The Corsicana Civil Service Commission voted unanimously Thursday to ease the standards for in-coming police officer candidates in the hopes of getting more potential cops through the doors of the Corsicana Police Department.

Now, potential police officers must have at least:

• 30 hours of college (one year); or

• Two years of military service; or

• Have completed the police academy; or

• Currently enrolled in the police academy.

The change should attract a broader pool of applicants, said Jon Ketcham, chairman of the Civil Service Commission.

“We’ve been keeping statistics on the numbers we’ve been turning away,” he explained. Among those who applied for the test, but couldn’t take it were military personnel with three years of experience, not the regulation four, and people with one year of college, but who didn’t finish their associate’s degrees, he said.

Before the rule change, an applicant had to have:

• 60 hours of college (the equivalent of five semesters or two and a half years); or

• Four years of military service; or

• Two years of college and be a certified police officer; or

• Two years of military service and certification; or

• Four years of previous experience as a police officer.

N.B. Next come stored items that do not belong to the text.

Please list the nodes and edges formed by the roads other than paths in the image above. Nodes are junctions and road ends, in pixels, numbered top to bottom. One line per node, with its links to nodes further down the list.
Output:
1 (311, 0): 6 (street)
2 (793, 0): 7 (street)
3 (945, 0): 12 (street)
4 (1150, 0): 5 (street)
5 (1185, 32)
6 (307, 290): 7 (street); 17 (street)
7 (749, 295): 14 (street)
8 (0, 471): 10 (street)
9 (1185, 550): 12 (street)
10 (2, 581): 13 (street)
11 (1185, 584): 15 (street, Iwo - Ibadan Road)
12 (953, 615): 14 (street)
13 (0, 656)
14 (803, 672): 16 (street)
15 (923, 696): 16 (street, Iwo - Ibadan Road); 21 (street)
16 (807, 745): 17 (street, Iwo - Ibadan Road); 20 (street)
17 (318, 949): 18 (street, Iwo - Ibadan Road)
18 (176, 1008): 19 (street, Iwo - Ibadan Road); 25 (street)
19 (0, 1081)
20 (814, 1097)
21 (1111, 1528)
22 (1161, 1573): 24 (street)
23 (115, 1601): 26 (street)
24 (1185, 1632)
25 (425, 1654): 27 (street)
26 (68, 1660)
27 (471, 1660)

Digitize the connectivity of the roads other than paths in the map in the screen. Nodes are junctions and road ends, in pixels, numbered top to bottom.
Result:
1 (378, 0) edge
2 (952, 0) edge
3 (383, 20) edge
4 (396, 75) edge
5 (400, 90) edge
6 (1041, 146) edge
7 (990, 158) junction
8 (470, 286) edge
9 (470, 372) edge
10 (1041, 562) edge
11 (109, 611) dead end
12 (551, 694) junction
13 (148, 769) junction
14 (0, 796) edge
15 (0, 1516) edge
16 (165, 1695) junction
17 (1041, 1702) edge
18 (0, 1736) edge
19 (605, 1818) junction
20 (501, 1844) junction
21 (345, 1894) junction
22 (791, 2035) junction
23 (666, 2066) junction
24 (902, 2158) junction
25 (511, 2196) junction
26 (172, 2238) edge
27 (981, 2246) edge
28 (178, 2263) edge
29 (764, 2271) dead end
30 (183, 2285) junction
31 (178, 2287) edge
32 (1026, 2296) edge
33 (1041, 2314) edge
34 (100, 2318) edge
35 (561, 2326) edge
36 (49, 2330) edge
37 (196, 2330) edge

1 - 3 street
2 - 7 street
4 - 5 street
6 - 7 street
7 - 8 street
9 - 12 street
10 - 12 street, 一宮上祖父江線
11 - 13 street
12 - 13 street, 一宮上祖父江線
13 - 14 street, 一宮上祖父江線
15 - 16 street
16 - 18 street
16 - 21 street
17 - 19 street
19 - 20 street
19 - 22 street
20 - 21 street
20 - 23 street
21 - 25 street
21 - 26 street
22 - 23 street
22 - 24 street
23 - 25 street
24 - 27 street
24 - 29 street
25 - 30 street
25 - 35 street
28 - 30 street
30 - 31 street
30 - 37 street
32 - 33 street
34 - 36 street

“A lot of this has to do with what’s going on in the military,” Ketcham said. Police and sheriff’s offices have been hard-hit by officers going into border patrol and other federal government jobs with better benefits or better pay.

The change doesn’t necessarily constitute a lowering of standards, commissioners insisted.

“We’re doing what most others are doing,” said Larry Morrison. “We’re not lowering, we’re changing.”

At the last entry-level police exam offered in late June, 11 people signed up for the exam, but only three showed up to take the test. Of those, none passed both the written test and the agility test.

Comparatively, the last firefighter test given in April had 92 people signed up to take the test, 56 showed up, 42 passed the written exam. Seven of those were given the physical ability test, and all seven passed it. Two were hired to fill the two empty slots.

The police department currently has seven open positions. The next exam is at 8 a.m. Oct. 18 at the library.

In other business, the commission voted to change the rules for police officers to comply with the Texas Commission on Law Enforcement Officer Standards and Education rules, and changed the rules about officers who want to come back to the department, opening the door a little wider for returning officers.